Greetings from the NSTA conference in Chicago. Today’s post sprung forth after I attended a session about “chickenology” – two Ohio science teachers who are also chicken farmers use the creation of a gravity-fed chicken feeder as an engineering design project. They bring their chickens into school to test the designs. Fantastic. I attended the workshop alongside Abbie Mills, Woodberry’s engineering teacher, and we got to talking about the design process in the high school classroom – how the chickenologists approached design, how Abbie does, how my wife Shari the ceramics professor does… and how I do in physics class at the smallest scale.
I’ve written already about how my test correction process became optimized when I stopped showing students their original test. They now get only a blank version of the test, with indication of the parts for which they didn’t get full credit. They are forced to look at every problem anew, without any indication of how they first tried to solve the problem. Sure, some students try to reconstruct what they did originally… but they realize pretty quickly that they’re on a fool’s errand. They just start from scratch.
Why don’t I let them see they’re original answers? “Please can I see, so I don’t make the same mistakes again?” goes the reasonable request. But chances are, this student won’t make the same mistake again, if they start anew with a fact or equation straight off our fact sheet, especially if they first have a conversation with a friend about the correct starting point. And then if they do screw up again, they’re ready right now! for me to show them the conceptual error they’re making.

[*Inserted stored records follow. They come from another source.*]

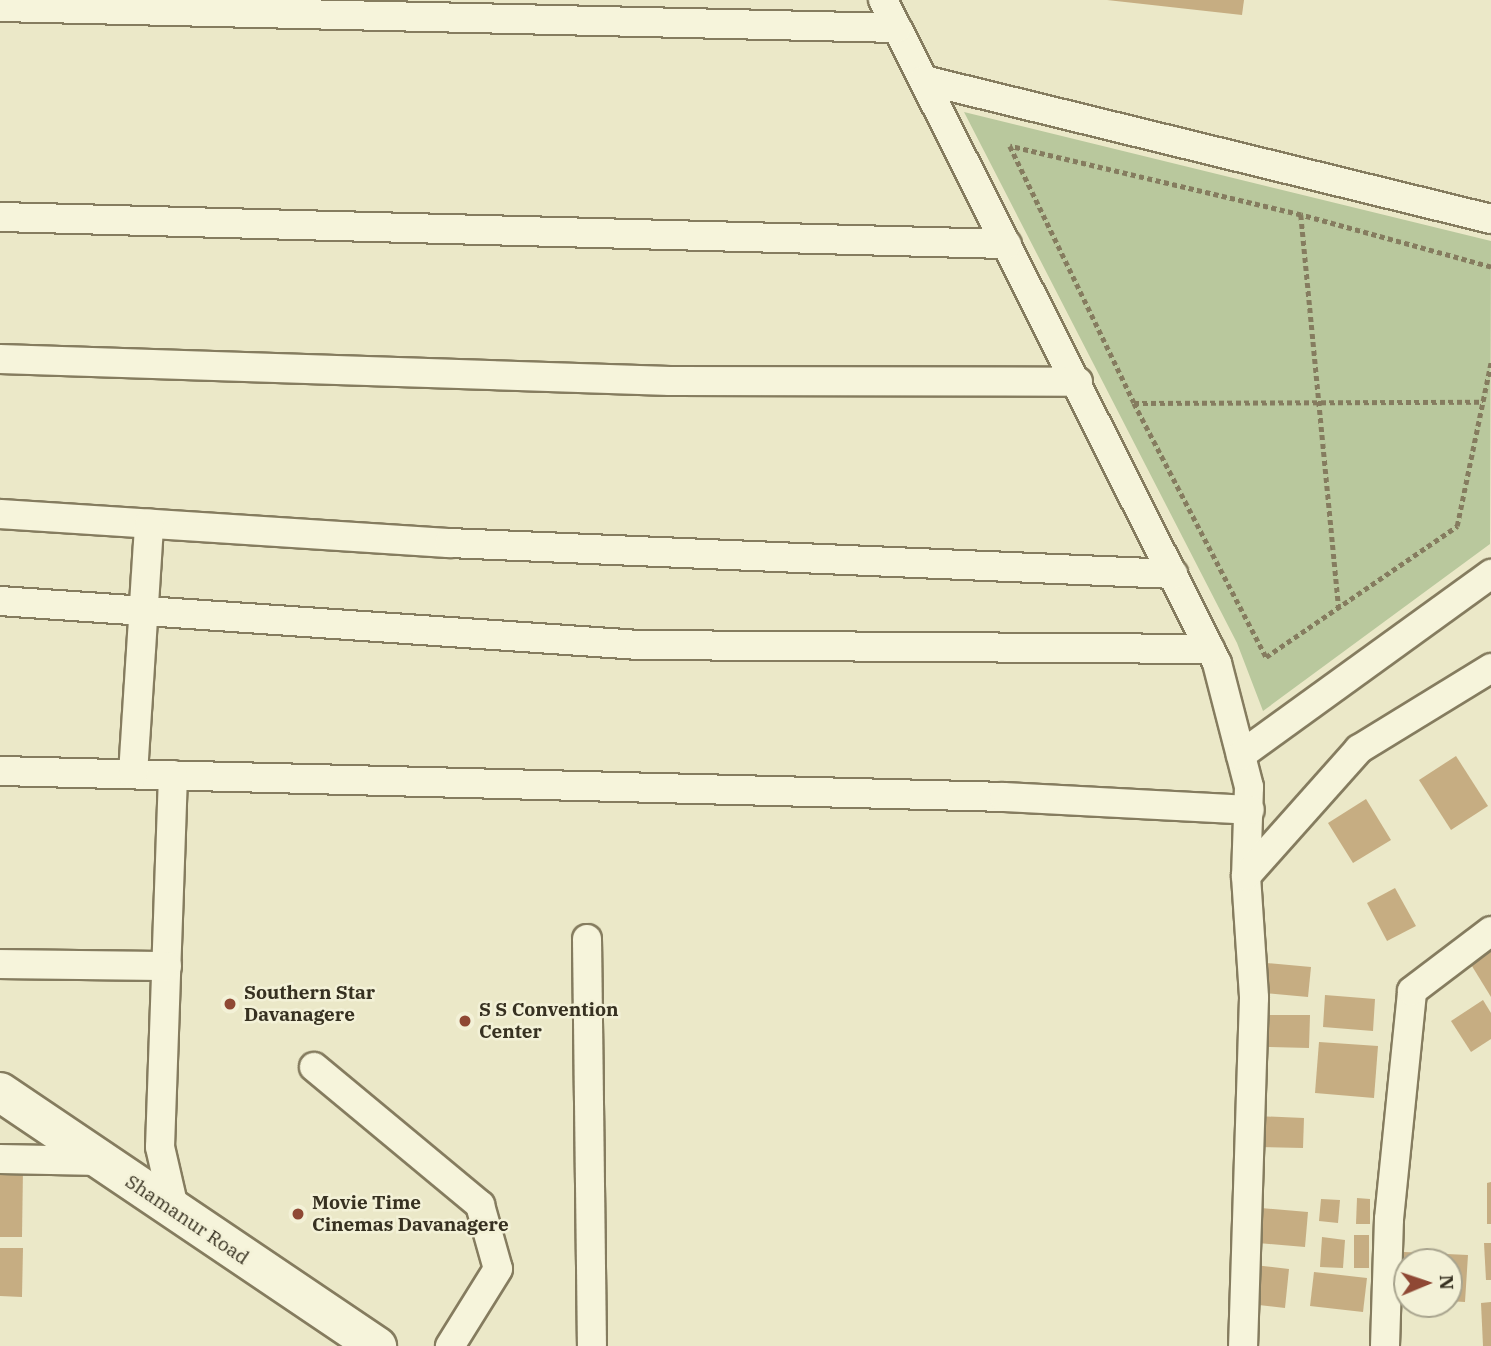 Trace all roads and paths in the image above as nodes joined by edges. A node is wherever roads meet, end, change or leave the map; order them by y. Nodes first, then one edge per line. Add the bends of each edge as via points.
1 (883, 0) edge
2 (0, 7) edge
3 (897, 28) junction
4 (924, 80) junction
5 (1301, 215) junction
6 (0, 217) edge
7 (1491, 219) edge
8 (1007, 244) junction
9 (1491, 267) edge
10 (0, 359) edge
11 (1491, 362) edge
12 (1078, 382) junction
13 (1483, 402) junction
14 (1134, 403) junction
15 (1316, 403) junction
16 (0, 514) edge
17 (149, 524) junction
18 (1173, 574) junction
19 (1491, 574) edge
20 (0, 601) edge
21 (1339, 607) junction
22 (144, 611) junction
23 (1210, 649) junction
24 (1491, 668) edge
25 (1241, 755) junction
26 (0, 771) edge
27 (133, 774) junction
28 (173, 775) junction
29 (1250, 810) junction
30 (1246, 876) junction
31 (1491, 931) edge
32 (587, 939) dead end
33 (0, 964) edge
34 (167, 966) junction
35 (314, 1067) dead end
36 (0, 1092) edge
37 (0, 1159) edge
38 (101, 1161) junction
39 (174, 1212) junction
40 (376, 1346) edge
41 (450, 1346) edge
42 (592, 1346) edge
43 (1243, 1346) edge
44 (1385, 1346) edge

1 - 3 street
2 - 3 street
3 - 4 street
4 - 7 street
4 - 8 street
5 - 9 path
5 - 14 path via 1010,146
5 - 15 path
6 - 8 street
8 - 12 street
10 - 12 street via 670,381
11 - 13 path
12 - 18 street
13 - 15 path
13 - 21 path via 1457,526
14 - 15 path
14 - 21 path via 1266,657
15 - 21 path
16 - 17 street
17 - 18 street via 463,544
17 - 22 street
18 - 23 street
19 - 25 street
20 - 22 street
22 - 23 street via 639,645
22 - 27 street
23 - 25 street
24 - 30 street via 1359,749
25 - 29 street
26 - 27 street
27 - 28 street
28 - 29 street via 1004,797
28 - 34 street
29 - 30 street
30 - 43 street via 1254,998
31 - 44 street via 1412,990 1389,1219
32 - 42 street
33 - 34 street
34 - 39 street via 160,1147
35 - 41 street via 480,1205 498,1269
36 - 38 main road, Shamanur Road
37 - 38 street
38 - 39 main road, Shamanur Road
39 - 40 main road, Shamanur Road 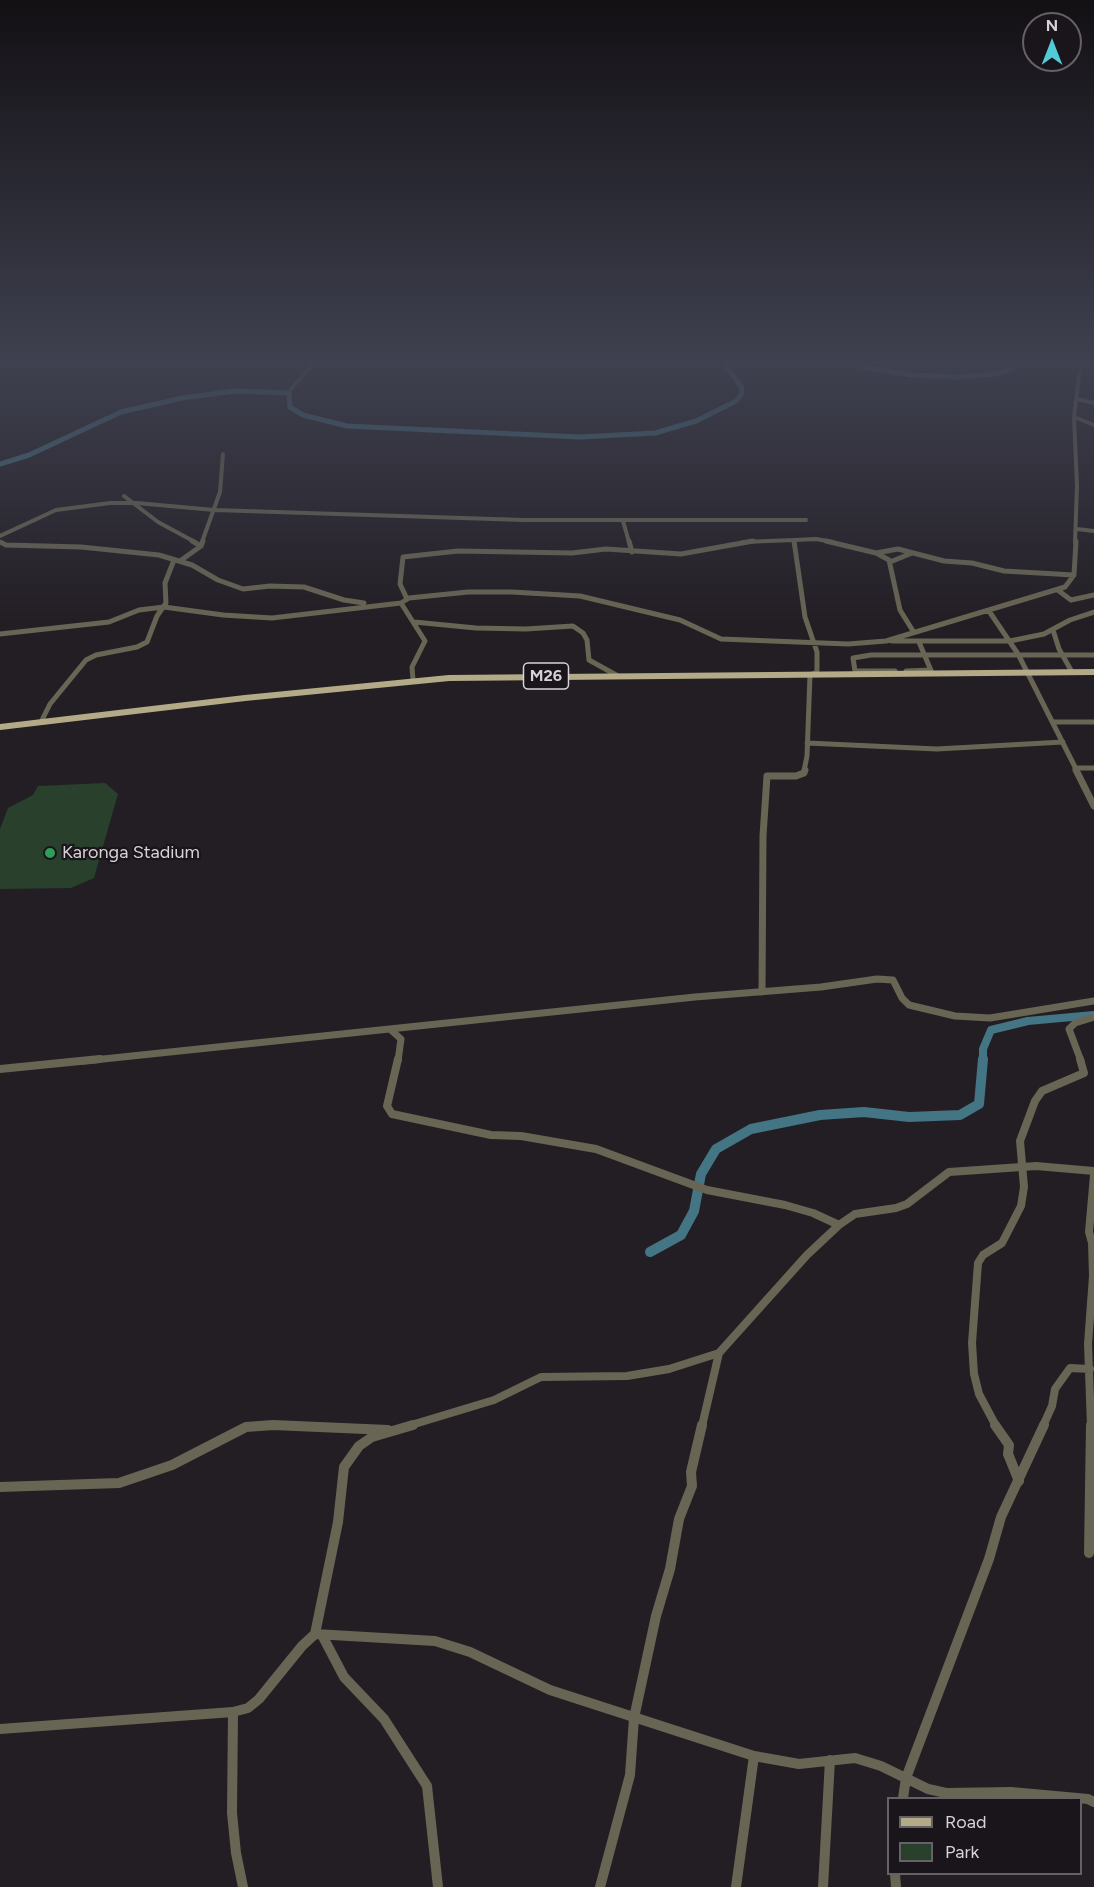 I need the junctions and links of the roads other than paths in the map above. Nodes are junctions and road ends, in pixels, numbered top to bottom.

But more importantly… students are unhealthily wedded to their first attempt at anything. Having their original answer in front of them changes the exercise from “solve the problem correctly” to “see if I can explain why I was right, or at least partly right.” Interestingly, Abbie and Shari independently have come to a similar conclusion about larger-scale design processes. And both of them were high-level practitioners of engineering/ceramics already before they entered the classroom to teach those subjects. They know.

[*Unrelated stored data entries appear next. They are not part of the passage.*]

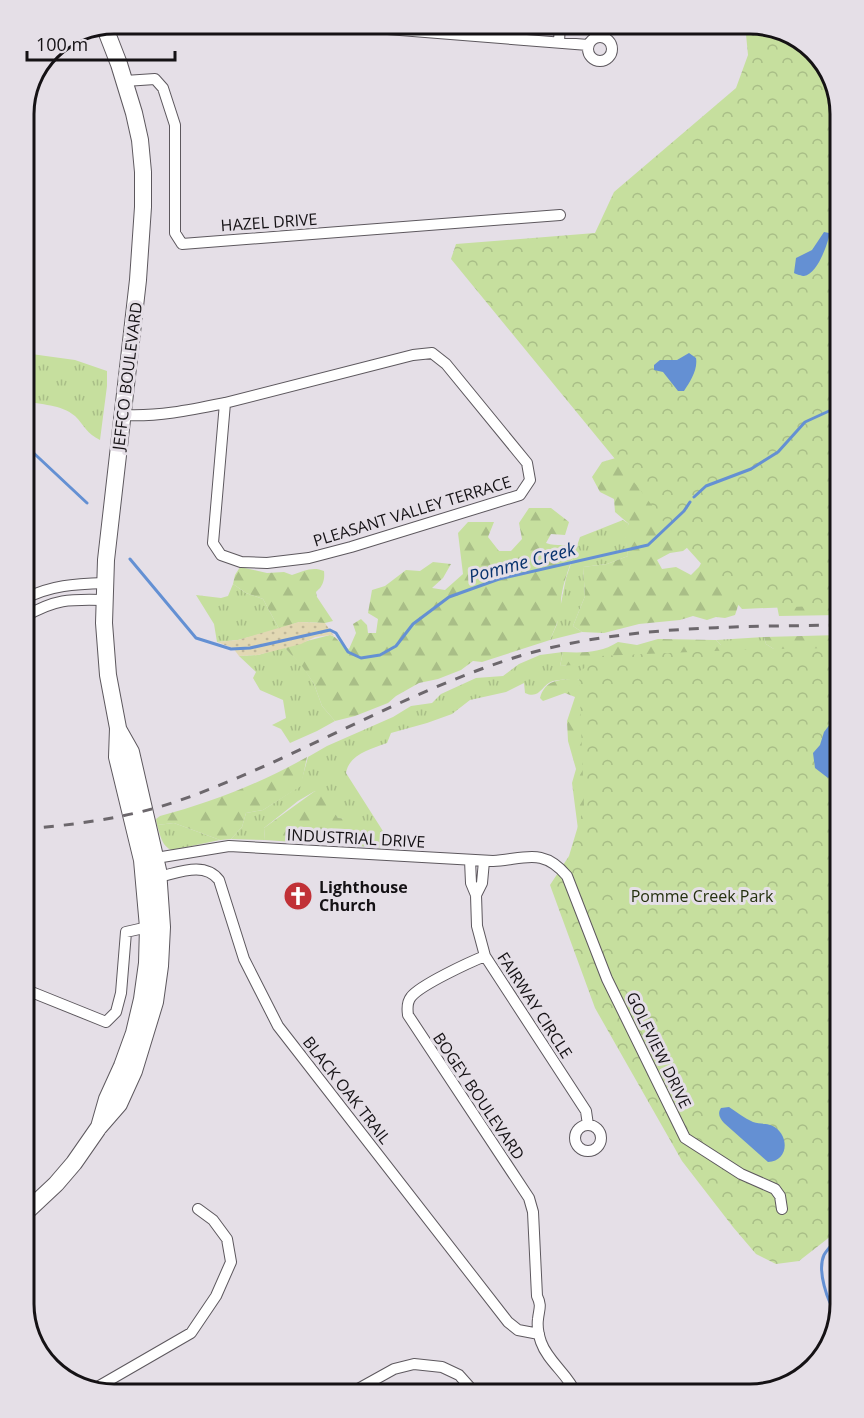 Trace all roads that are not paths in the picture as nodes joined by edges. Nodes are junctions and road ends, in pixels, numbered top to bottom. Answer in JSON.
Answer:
{"nodes":[{"id":1,"x":108,"y":35,"type":"edge"},
{"id":2,"x":461,"y":35,"type":"edge"},
{"id":3,"x":559,"y":35,"type":"edge"},
{"id":4,"x":559,"y":42,"type":"junction"},
{"id":5,"x":588,"y":45,"type":"dead end"},
{"id":6,"x":125,"y":81,"type":"junction"},
{"id":7,"x":560,"y":215,"type":"dead end"},
{"id":8,"x":225,"y":403,"type":"junction"},
{"id":9,"x":122,"y":415,"type":"junction"},
{"id":10,"x":104,"y":592,"type":"junction"},
{"id":11,"x":35,"y":594,"type":"edge"},
{"id":12,"x":35,"y":612,"type":"edge"},
{"id":13,"x":118,"y":728,"type":"junction"},
{"id":14,"x":156,"y":858,"type":"junction"},
{"id":15,"x":470,"y":860,"type":"junction"},
{"id":16,"x":484,"y":861,"type":"junction"},
{"id":17,"x":553,"y":863,"type":"joint"},
{"id":18,"x":158,"y":877,"type":"junction"},
{"id":19,"x":470,"y":878,"type":"junction"},
{"id":20,"x":483,"y":878,"type":"junction"},
{"id":21,"x":476,"y":895,"type":"junction"},
{"id":22,"x":148,"y":927,"type":"junction"},
{"id":23,"x":486,"y":956,"type":"junction"},
{"id":24,"x":34,"y":993,"type":"edge"},
{"id":25,"x":588,"y":1125,"type":"dead end"},
{"id":26,"x":99,"y":1127,"type":"junction"},
{"id":27,"x":34,"y":1204,"type":"edge"},
{"id":28,"x":198,"y":1209,"type":"dead end"},
{"id":29,"x":782,"y":1209,"type":"dead end"},
{"id":30,"x":539,"y":1334,"type":"junction"},
{"id":31,"x":105,"y":1383,"type":"edge"},
{"id":32,"x":367,"y":1383,"type":"edge"},
{"id":33,"x":467,"y":1384,"type":"edge"},
{"id":34,"x":569,"y":1384,"type":"edge"}],
"edges":[{"from":1,"to":6,"type":"main road","name":"JEFFCO BOULEVARD"},
{"from":2,"to":4,"type":"street"},
{"from":3,"to":4,"type":"street"},
{"from":4,"to":5,"type":"street"},
{"from":6,"to":7,"type":"street","name":"HAZEL DRIVE"},
{"from":6,"to":9,"type":"main road","name":"JEFFCO BOULEVARD"},
{"from":8,"to":8,"type":"street","name":"PLEASANT VALLEY TERRACE"},
{"from":8,"to":9,"type":"street","name":"PLEASANT VALLEY TERRACE"},
{"from":9,"to":10,"type":"main road","name":"JEFFCO BOULEVARD"},
{"from":10,"to":11,"type":"street"},
{"from":10,"to":12,"type":"street"},
{"from":10,"to":13,"type":"main road","name":"JEFFCO BOULEVARD"},
{"from":13,"to":14,"type":"main road","name":"JEFFCO BOULEVARD"},
{"from":13,"to":22,"type":"main road","name":"JEFFCO BOULEVARD"},
{"from":14,"to":15,"type":"street","name":"INDUSTRIAL DRIVE"},
{"from":14,"to":18,"type":"main road","name":"JEFFCO BOULEVARD"},
{"from":15,"to":16,"type":"street","name":"INDUSTRIAL DRIVE"},
{"from":15,"to":19,"type":"street","name":"FAIRWAY CIRCLE"},
{"from":16,"to":17,"type":"street","name":"INDUSTRIAL DRIVE"},
{"from":16,"to":20,"type":"street","name":"FAIRWAY CIRCLE"},
{"from":17,"to":29,"type":"street","name":"GOLFVIEW DRIVE"},
{"from":18,"to":26,"type":"main road","name":"JEFFCO BOULEVARD"},
{"from":18,"to":30,"type":"street","name":"BLACK OAK TRAIL"},
{"from":19,"to":20,"type":"street"},
{"from":19,"to":21,"type":"street","name":"FAIRWAY CIRCLE"},
{"from":20,"to":21,"type":"street","name":"FAIRWAY CIRCLE"},
{"from":21,"to":23,"type":"street","name":"FAIRWAY CIRCLE"},
{"from":22,"to":24,"type":"street"},
{"from":22,"to":26,"type":"main road","name":"JEFFCO BOULEVARD"},
{"from":23,"to":25,"type":"street","name":"FAIRWAY CIRCLE"},
{"from":23,"to":30,"type":"street","name":"BOGEY BOULEVARD"},
{"from":26,"to":27,"type":"main road","name":"JEFFCO BOULEVARD"},
{"from":28,"to":31,"type":"street"},
{"from":30,"to":34,"type":"street","name":"BOGEY BOULEVARD"},
{"from":32,"to":33,"type":"street"}]}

Abbie holds a discussion after their first project with stick towers. Whatever design they start with, she says, the students never, ever just tear it down and start over. Even when their internal group discussion comes to a consensus conclusion that their design isn’t gonna work. So the post-project discussion becomes, “When did you figure out that your design wasn’t going to work? Oh, like three class periods ago? Why, then, did you continue to try to patch it up rather than just redesign?” Good lesson, eh?

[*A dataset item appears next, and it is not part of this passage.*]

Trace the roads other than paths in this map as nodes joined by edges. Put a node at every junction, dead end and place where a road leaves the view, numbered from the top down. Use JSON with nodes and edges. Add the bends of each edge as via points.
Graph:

Yes, good meta-lesson, one that I’m glad is being taught. Yet, I want to focus on the physics lesson at hand, not the meta-lesson. I want to skip the whole three-day process of using hope and duct tape to finish, and instead force the student to begin anew. For the long-term goals of my class, I want students to develop confidence in the correctness of their solutions so that they can scaffold their understanding to more and more complicated physics problems. So I never ask students to revise anything at all.
Understand that this penchant for sticking with the first approach to a school project until death do us part is not unique to physics or engineering! Shari faces the exact same issue with art students. They are quite resistant to improving a project that needs more work – they want to be finished. But if she takes the first attempt away and makes them start over, they produce an improved piece every time. Same thing goes, she thinks, for her English teaching days: she was so, so frustrated that students “revised” an essay only by making small cosmetic changes in response to direct input from the teacher. She thinks that had she taken the first draft completely away, made general comments, and demanded a new essay from scratch, her students’ writing would have been much improved.
As always, I’m transparent with my pedagogy. As students bring me responses to check – lab predictions, test corrections, in-class problem solving exercises, anything – I either stamp them off as correct, or ask students to redo from scratch on a blank sheet. The first time I place a student’s incorrect response in the garbage can, I see horrified faces: omg, that’s so harsh! They see quickly that my calm, smiling, polite explanation of why, pedagogically, they need to start from scratch is in no way harsh. They see that other students meet the same fate, such that my objection to their wrong physics is in no way personal. And over the weeks they see how quickly they’re improving their physics understanding… to the point that the students themselves begin to trash partially correct responses without any intervention from me.